New Delhi: The Supreme Court sought clarity from the Centre on Monday on the status of the foreign nationals who had attended the Tablighi Jamaat meeting in Delhi ahead of the imposition of the nationwide lockdown, asking whether they had been deported if their visas had been cancelled by the government.

The government had blacklisted 900 of them, a move which would not allow them to travel to India for 10 years. These foreign nationals later challenged the en masse blacklisting order against them in the top court.

A bench led by Justice AM Khanwilkar allowed the government more time to respond to the petition after the Centre, through solicitor general Tushar Mehta and his junior Rajat Nair, sought more time on Monday on the grounds that they had not received a copy of the petition.

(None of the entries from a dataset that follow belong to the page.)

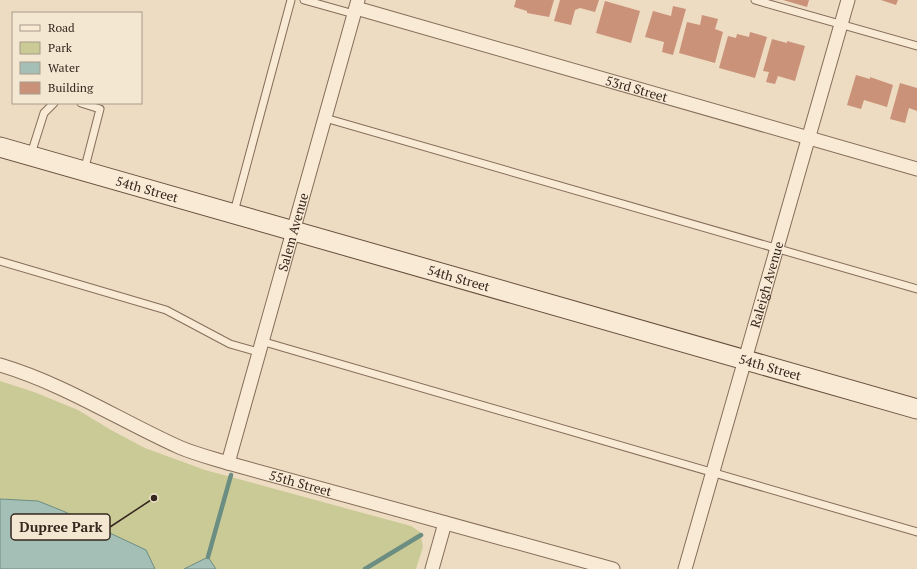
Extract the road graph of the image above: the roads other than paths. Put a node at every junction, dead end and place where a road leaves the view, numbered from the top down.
1 (291, 0) edge
2 (304, 0) edge
3 (755, 0) edge
4 (848, 0) edge
5 (356, 7) edge
6 (841, 25) junction
7 (917, 46) edge
8 (53, 104) edge
9 (84, 104) edge
10 (325, 118) junction
11 (809, 138) junction
12 (0, 147) edge
13 (30, 156) junction
14 (917, 169) edge
15 (84, 171) junction
16 (233, 213) junction
17 (293, 230) junction
18 (777, 250) junction
19 (0, 261) edge
20 (917, 289) edge
21 (260, 346) junction
22 (745, 360) junction
23 (0, 366) edge
24 (917, 409) edge
25 (228, 463) junction
26 (713, 473) junction
27 (445, 523) junction
28 (917, 532) edge
29 (432, 569) edge
30 (613, 569) edge
31 (685, 569) edge

1 - 16 lane
2 - 5 lane
3 - 6 lane
4 - 6 street, Raleigh Avenue
5 - 10 street, Salem Avenue
5 - 11 street, 53rd Street
6 - 7 lane
6 - 11 street, Raleigh Avenue
8 - 13 lane
9 - 15 lane
10 - 17 street, Salem Avenue
10 - 18 lane
11 - 14 street, 53rd Street
11 - 18 street, Raleigh Avenue
12 - 13 street, 54th Street
13 - 15 street, 54th Street
15 - 16 street, 54th Street
16 - 17 street, 54th Street
17 - 21 street, Salem Avenue
17 - 22 street, 54th Street
18 - 20 lane
18 - 22 street, Raleigh Avenue
19 - 21 lane
21 - 25 street, Salem Avenue
21 - 26 lane
22 - 24 street, 54th Street
22 - 26 street, Raleigh Avenue
23 - 25 street, 55th Street
25 - 27 street, 55th Street
26 - 28 lane
26 - 31 street, Raleigh Avenue
27 - 29 street
27 - 30 street, 55th Street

Justice Khanwilkar, however, demanded to know what was being done about the foreign nationals if their visas had been cancelled. The bench asked whether only one general order had been issued against all of them or specific orders had been passed against each of the persons.

“If the visas of these foreigners are cancelled, why are they still in India? You deport them. If you haven’t cancelled, we will throw out these petitions,” said Justice Khanwilkar.

Senior advocate CU Singh, arguing the case on behalf of the petitioners, said the blacklisting order was a general one and not specific. The bench said though a subsequent home ministry notification had said that the decision would be taken by the state authorities on a case to case basis.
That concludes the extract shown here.